Nothing but the text should be carried over: reproduce all the data exactly and leave out every image.

EXTRACTED ENTRIES:
++++
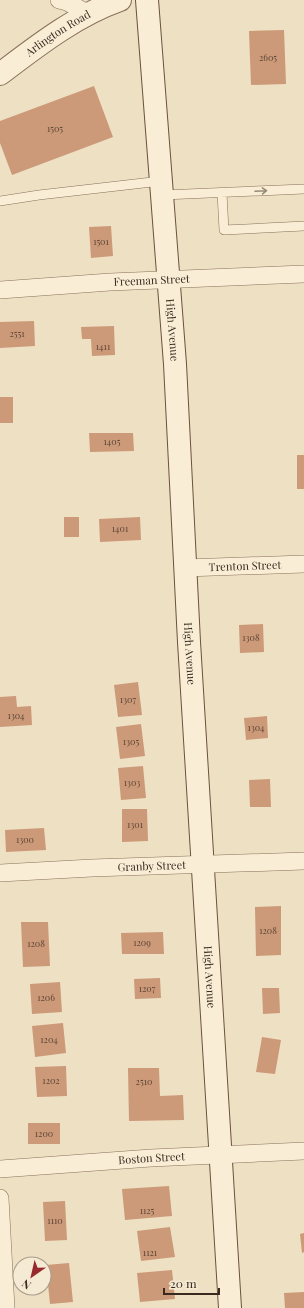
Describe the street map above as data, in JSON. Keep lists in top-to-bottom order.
{
  "streets": {
    "main road": ["Arlington Road", "High Avenue"],
    "street": [
      "Freeman Street",
      "Trenton Street",
      "Granby Street",
      "Boston Street"
    ]
  },
  "crossings": [
    ["Freeman Street", "High Avenue"],
    ["High Avenue", "Trenton Street"],
    ["High Avenue", "Granby Street"],
    ["High Avenue", "Boston Street"]
  ],
  "house_numbers": [
    "2605",
    "1505",
    "1501",
    "2551",
    "1411",
    "1405",
    "1401",
    "1308",
    "1307",
    "1304",
    "1304",
    "1305",
    "1303",
    "1301",
    "1300",
    "1208",
    "1209",
    "1208",
    "1207",
    "1206",
    "1204",
    "1202",
    "2510",
    "1200",
    "1125",
    "1110",
    "1121"
  ],
  "scale_bar": "20 m",
  "north": "bottom left"
}
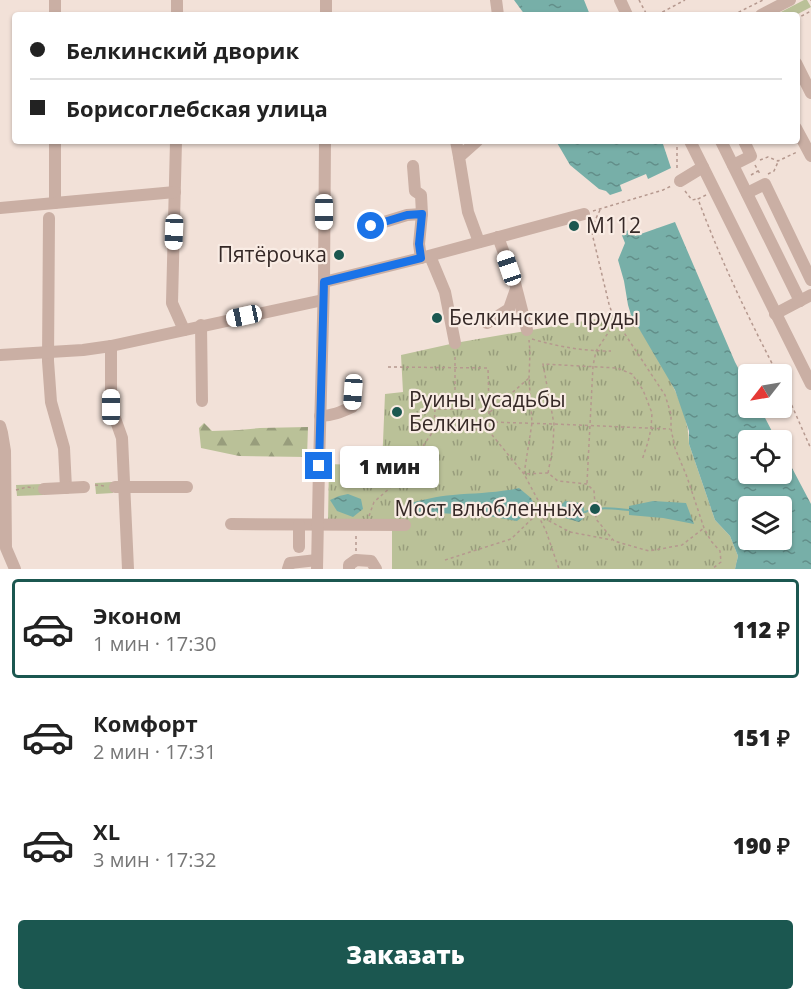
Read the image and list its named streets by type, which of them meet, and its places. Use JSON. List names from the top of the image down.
{
  "places": [
    "М112",
    "Пятёрочка",
    "Белкинские пруды",
    "Руины усадьбы Белкино",
    "Мост влюбленных"
  ],
  "north": "bottom left",
  "page": {
    "banner": ["Белкинский дворик", "Борисоглебская улица"],
    "bubble": "1 мин",
    "list": [
      {
        "name": "Эконом",
        "note": "1 мин · 17:30",
        "value": "112 ₽"
      },
      {
        "name": "Комфорт",
        "note": "2 мин · 17:31",
        "value": "151 ₽"
      },
      {
        "name": "XL",
        "note": "3 мин · 17:32",
        "value": "190 ₽"
      }
    ],
    "buttons": "Заказать"
  }
}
++++
ANSWER TO THE PROBLEM:
Describe the street map above as data, in JSON. Keep lists in top-to-bottom order.
{
  "streets": {
    "main road": ["Arlington Road", "High Avenue"],
    "street": [
      "Freeman Street",
      "Trenton Street",
      "Granby Street",
      "Boston Street"
    ]
  },
  "crossings": [
    ["Freeman Street", "High Avenue"],
    ["High Avenue", "Trenton Street"],
    ["High Avenue", "Granby Street"],
    ["High Avenue", "Boston Street"]
  ],
  "house_numbers": [
    "2605",
    "1505",
    "1501",
    "2551",
    "1411",
    "1405",
    "1401",
    "1308",
    "1307",
    "1304",
    "1304",
    "1305",
    "1303",
    "1301",
    "1300",
    "1208",
    "1209",
    "1208",
    "1207",
    "1206",
    "1204",
    "1202",
    "2510",
    "1200",
    "1125",
    "1110",
    "1121"
  ],
  "scale_bar": "20 m",
  "north": "bottom left"
}
Read the image and list its named streets by type, which of them meet, and its places. Use JSON. List names from the top of the image down.
{
  "places": [
    "М112",
    "Пятёрочка",
    "Белкинские пруды",
    "Руины усадьбы Белкино",
    "Мост влюбленных"
  ],
  "north": "bottom left",
  "page": {
    "banner": ["Белкинский дворик", "Борисоглебская улица"],
    "bubble": "1 мин",
    "list": [
      {
        "name": "Эконом",
        "note": "1 мин · 17:30",
        "value": "112 ₽"
      },
      {
        "name": "Комфорт",
        "note": "2 мин · 17:31",
        "value": "151 ₽"
      },
      {
        "name": "XL",
        "note": "3 мин · 17:32",
        "value": "190 ₽"
      }
    ],
    "buttons": "Заказать"
  }
}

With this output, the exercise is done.